** Opening INPUT DATA block **
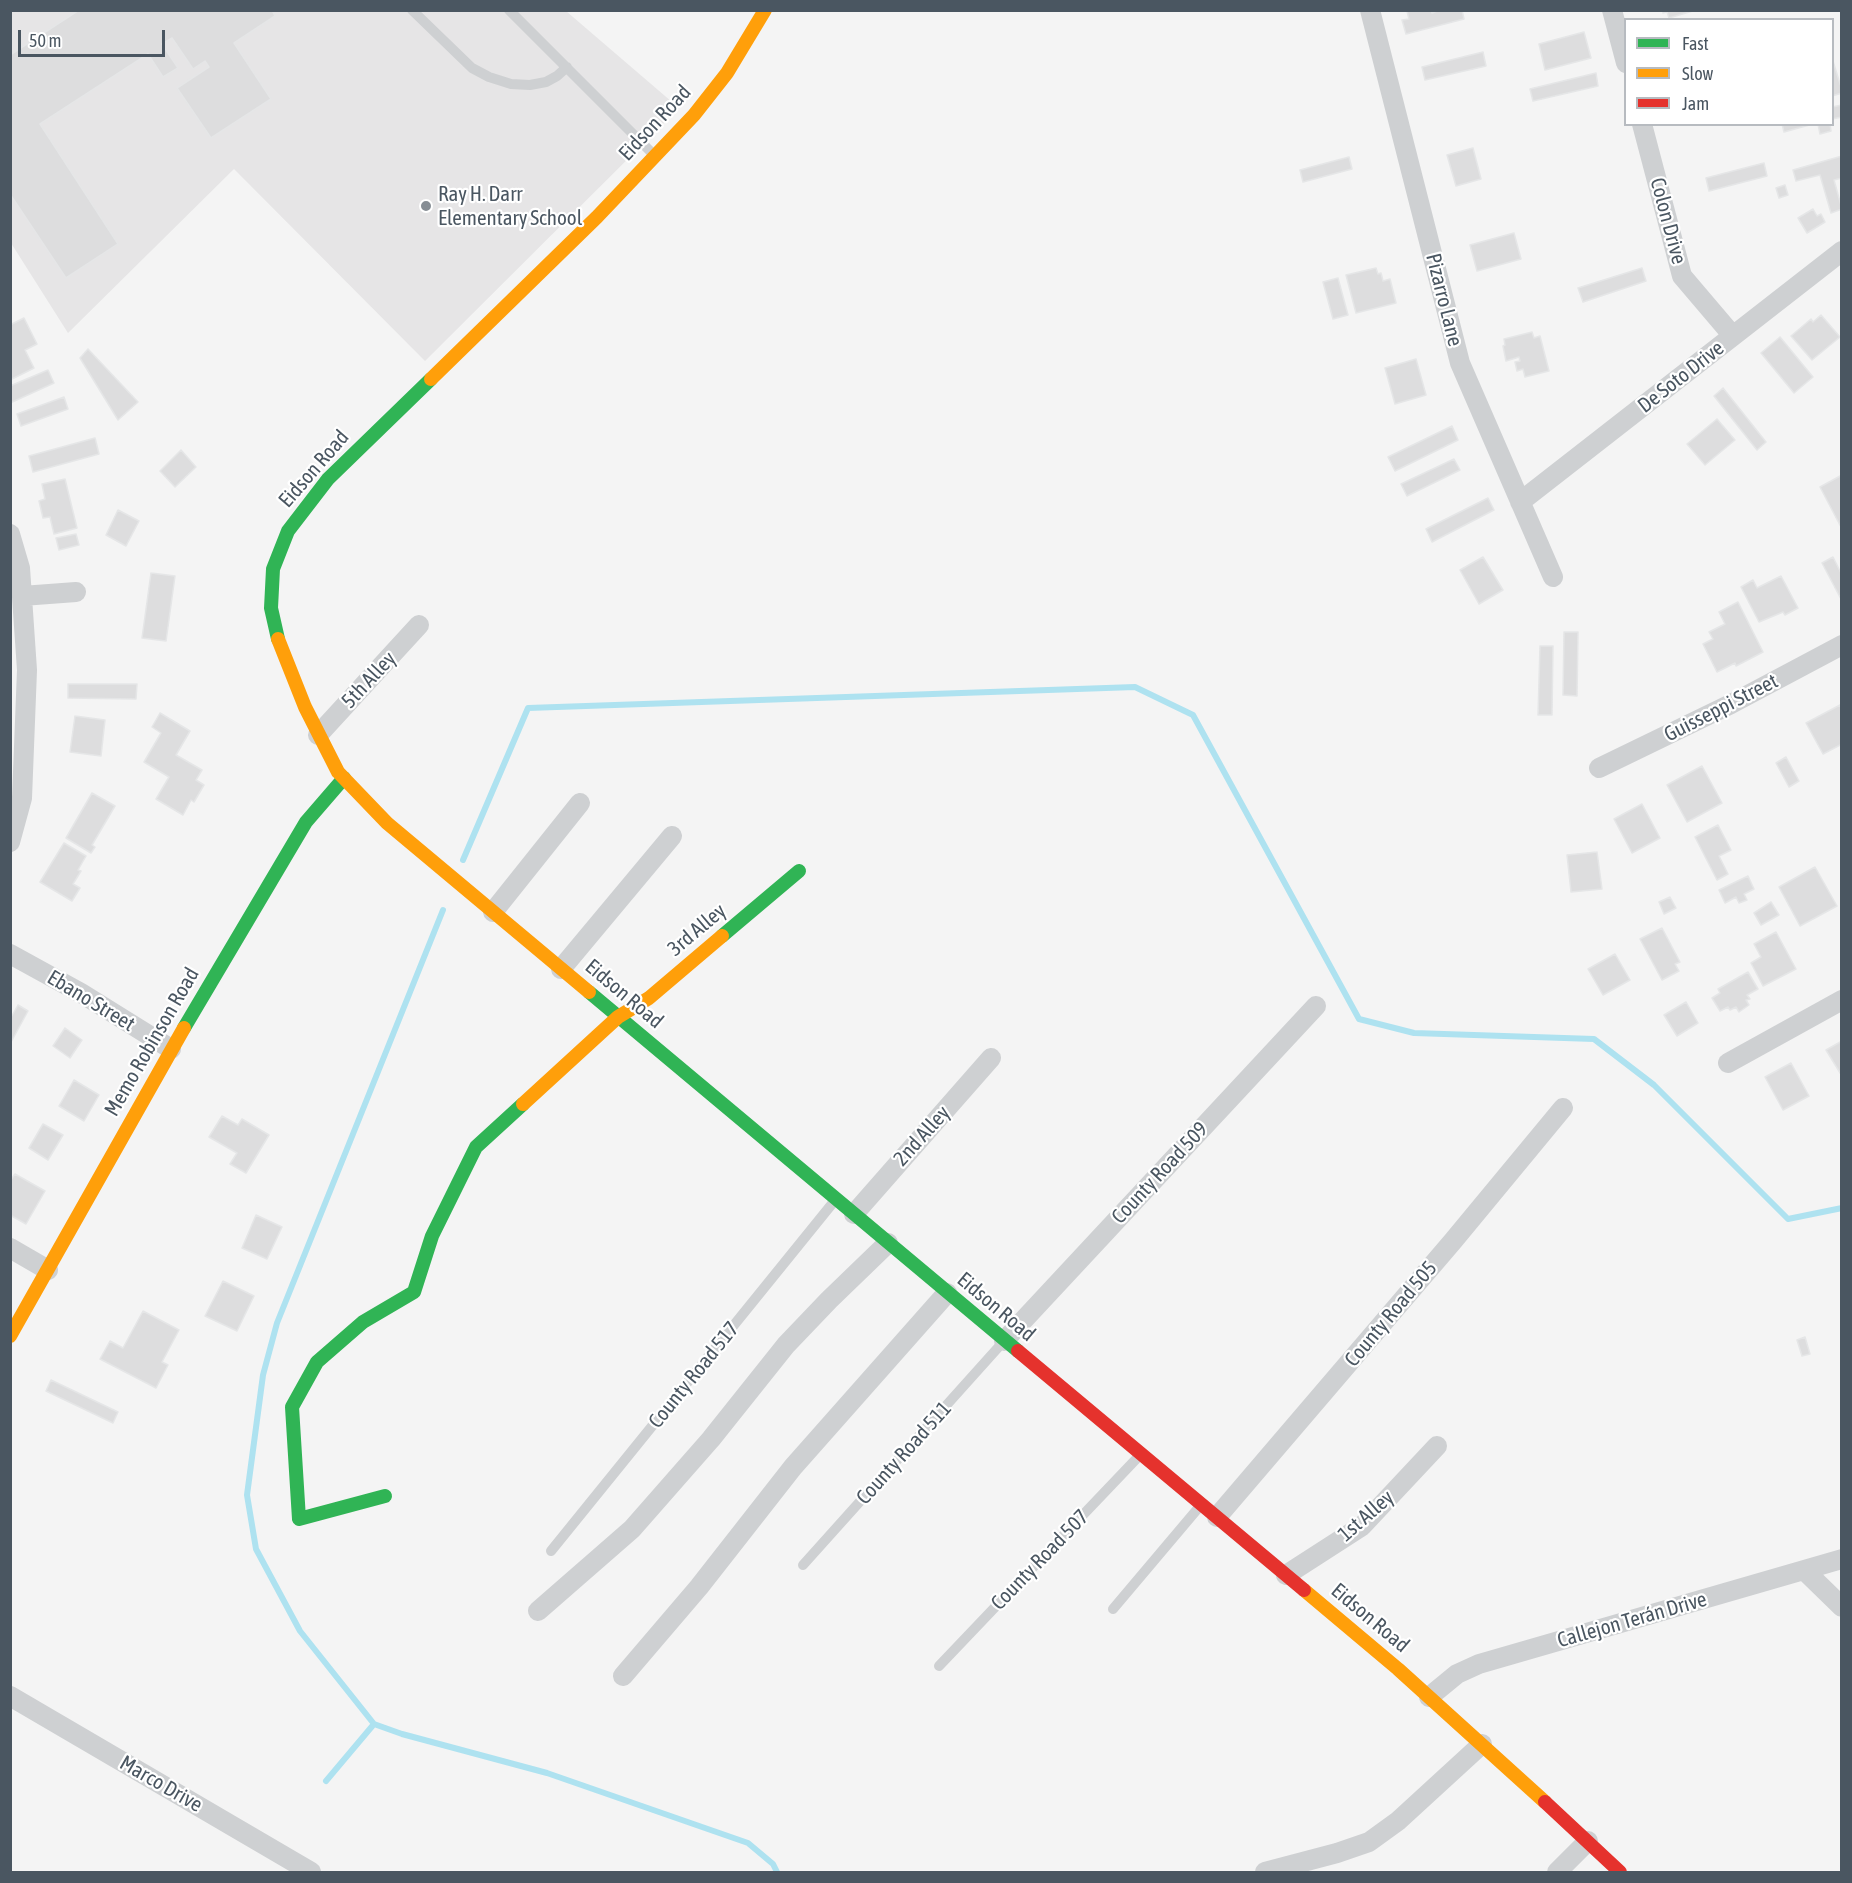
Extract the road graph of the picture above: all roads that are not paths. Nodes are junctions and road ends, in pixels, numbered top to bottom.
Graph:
1 (412, 10) edge
2 (509, 10) edge
3 (765, 10) edge
4 (1370, 10) edge
5 (1612, 10) edge
6 (1624, 55) edge
7 (567, 67) junction
8 (1643, 126) edge
9 (654, 155) junction
10 (1842, 251) edge
11 (1733, 336) junction
12 (1520, 502) junction
13 (10, 534) edge
14 (1553, 577) dead end
15 (76, 592) dead end
16 (22, 596) junction
17 (419, 625) dead end
18 (1842, 645) edge
19 (318, 735) junction
20 (1599, 768) dead end
21 (344, 778) junction
22 (580, 803) dead end
23 (672, 836) dead end
24 (10, 842) edge
25 (799, 871) dead end
26 (493, 912) junction
27 (10, 954) edge
28 (561, 969) junction
29 (1842, 1000) edge
30 (1316, 1006) dead end
31 (618, 1017) junction
32 (171, 1049) junction
33 (991, 1058) dead end
34 (1728, 1063) dead end
35 (1563, 1108) dead end
36 (836, 1199) junction
37 (854, 1214) junction
38 (888, 1243) junction
39 (10, 1248) edge
40 (48, 1270) junction
41 (947, 1293) junction
42 (10, 1336) edge
43 (1004, 1341) junction
44 (1437, 1446) dead end
45 (1141, 1454) junction
46 (385, 1496) dead end
47 (1202, 1505) junction
48 (1217, 1517) junction
49 (551, 1551) dead end
50 (1842, 1559) edge
51 (803, 1565) dead end
52 (1804, 1570) junction
53 (1286, 1575) junction
54 (1842, 1608) edge
55 (1113, 1609) dead end
56 (538, 1611) dead end
57 (939, 1666) dead end
58 (623, 1676) dead end
59 (10, 1696) edge
60 (1429, 1697) junction
61 (1482, 1744) junction
62 (1588, 1840) junction
63 (311, 1872) edge
64 (1265, 1872) edge
65 (1557, 1872) edge
66 (1620, 1872) edge

1 - 7 lane
2 - 7 lane
3 - 9 street, Eidson Road
4 - 12 street, Pizarro Lane
5 - 6 street
7 - 9 lane
8 - 11 street, Colon Drive
9 - 19 street, Eidson Road
10 - 11 street, De Soto Drive
11 - 12 street, De Soto Drive
12 - 14 street, Pizarro Lane
13 - 16 street
15 - 16 street
16 - 24 street
17 - 19 street, 5th Alley
18 - 20 street, Guisseppi Street
19 - 21 street, Eidson Road
21 - 26 street, Eidson Road
21 - 32 street, Memo Robinson Road
22 - 26 street
23 - 28 street
25 - 31 street, 3rd Alley
26 - 28 street, Eidson Road
27 - 32 street, Ebano Street
28 - 31 street, Eidson Road
29 - 34 street
30 - 43 street, County Road 509
31 - 36 street, Eidson Road
31 - 46 street, 3rd Alley
32 - 40 street, Memo Robinson Road
33 - 37 street, 2nd Alley
35 - 48 street, County Road 505
36 - 37 street, Eidson Road
36 - 49 lane, County Road 517
37 - 38 street, Eidson Road
38 - 41 street, Eidson Road
38 - 56 street
39 - 40 street
40 - 42 street, Memo Robinson Road
41 - 43 street, Eidson Road
41 - 58 street
43 - 45 street, Eidson Road
43 - 51 lane, County Road 511
44 - 53 street, 1st Alley
45 - 47 street, Eidson Road
45 - 57 lane, County Road 507
47 - 48 street, Eidson Road
47 - 55 lane
48 - 53 street, Eidson Road
50 - 52 street, Callejon Terán Drive
52 - 54 street
52 - 60 street, Callejon Terán Drive
53 - 60 street, Eidson Road
59 - 63 street, Marco Drive
60 - 61 street, Eidson Road
61 - 62 street, Eidson Road
61 - 64 street
62 - 65 street
62 - 66 street, Eidson Road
** Closing INPUT DATA block **
→ ASSIGNED TASK: Apart from the pictures, the whole listing should be reproduced exactly.

→ TASK SOLUTION:
Extract the road graph of the picture above: all roads that are not paths. Nodes are junctions and road ends, in pixels, numbered top to bottom.
Graph:
1 (412, 10) edge
2 (509, 10) edge
3 (765, 10) edge
4 (1370, 10) edge
5 (1612, 10) edge
6 (1624, 55) edge
7 (567, 67) junction
8 (1643, 126) edge
9 (654, 155) junction
10 (1842, 251) edge
11 (1733, 336) junction
12 (1520, 502) junction
13 (10, 534) edge
14 (1553, 577) dead end
15 (76, 592) dead end
16 (22, 596) junction
17 (419, 625) dead end
18 (1842, 645) edge
19 (318, 735) junction
20 (1599, 768) dead end
21 (344, 778) junction
22 (580, 803) dead end
23 (672, 836) dead end
24 (10, 842) edge
25 (799, 871) dead end
26 (493, 912) junction
27 (10, 954) edge
28 (561, 969) junction
29 (1842, 1000) edge
30 (1316, 1006) dead end
31 (618, 1017) junction
32 (171, 1049) junction
33 (991, 1058) dead end
34 (1728, 1063) dead end
35 (1563, 1108) dead end
36 (836, 1199) junction
37 (854, 1214) junction
38 (888, 1243) junction
39 (10, 1248) edge
40 (48, 1270) junction
41 (947, 1293) junction
42 (10, 1336) edge
43 (1004, 1341) junction
44 (1437, 1446) dead end
45 (1141, 1454) junction
46 (385, 1496) dead end
47 (1202, 1505) junction
48 (1217, 1517) junction
49 (551, 1551) dead end
50 (1842, 1559) edge
51 (803, 1565) dead end
52 (1804, 1570) junction
53 (1286, 1575) junction
54 (1842, 1608) edge
55 (1113, 1609) dead end
56 (538, 1611) dead end
57 (939, 1666) dead end
58 (623, 1676) dead end
59 (10, 1696) edge
60 (1429, 1697) junction
61 (1482, 1744) junction
62 (1588, 1840) junction
63 (311, 1872) edge
64 (1265, 1872) edge
65 (1557, 1872) edge
66 (1620, 1872) edge

1 - 7 lane
2 - 7 lane
3 - 9 street, Eidson Road
4 - 12 street, Pizarro Lane
5 - 6 street
7 - 9 lane
8 - 11 street, Colon Drive
9 - 19 street, Eidson Road
10 - 11 street, De Soto Drive
11 - 12 street, De Soto Drive
12 - 14 street, Pizarro Lane
13 - 16 street
15 - 16 street
16 - 24 street
17 - 19 street, 5th Alley
18 - 20 street, Guisseppi Street
19 - 21 street, Eidson Road
21 - 26 street, Eidson Road
21 - 32 street, Memo Robinson Road
22 - 26 street
23 - 28 street
25 - 31 street, 3rd Alley
26 - 28 street, Eidson Road
27 - 32 street, Ebano Street
28 - 31 street, Eidson Road
29 - 34 street
30 - 43 street, County Road 509
31 - 36 street, Eidson Road
31 - 46 street, 3rd Alley
32 - 40 street, Memo Robinson Road
33 - 37 street, 2nd Alley
35 - 48 street, County Road 505
36 - 37 street, Eidson Road
36 - 49 lane, County Road 517
37 - 38 street, Eidson Road
38 - 41 street, Eidson Road
38 - 56 street
39 - 40 street
40 - 42 street, Memo Robinson Road
41 - 43 street, Eidson Road
41 - 58 street
43 - 45 street, Eidson Road
43 - 51 lane, County Road 511
44 - 53 street, 1st Alley
45 - 47 street, Eidson Road
45 - 57 lane, County Road 507
47 - 48 street, Eidson Road
47 - 55 lane
48 - 53 street, Eidson Road
50 - 52 street, Callejon Terán Drive
52 - 54 street
52 - 60 street, Callejon Terán Drive
53 - 60 street, Eidson Road
59 - 63 street, Marco Drive
60 - 61 street, Eidson Road
61 - 62 street, Eidson Road
61 - 64 street
62 - 65 street
62 - 66 street, Eidson Road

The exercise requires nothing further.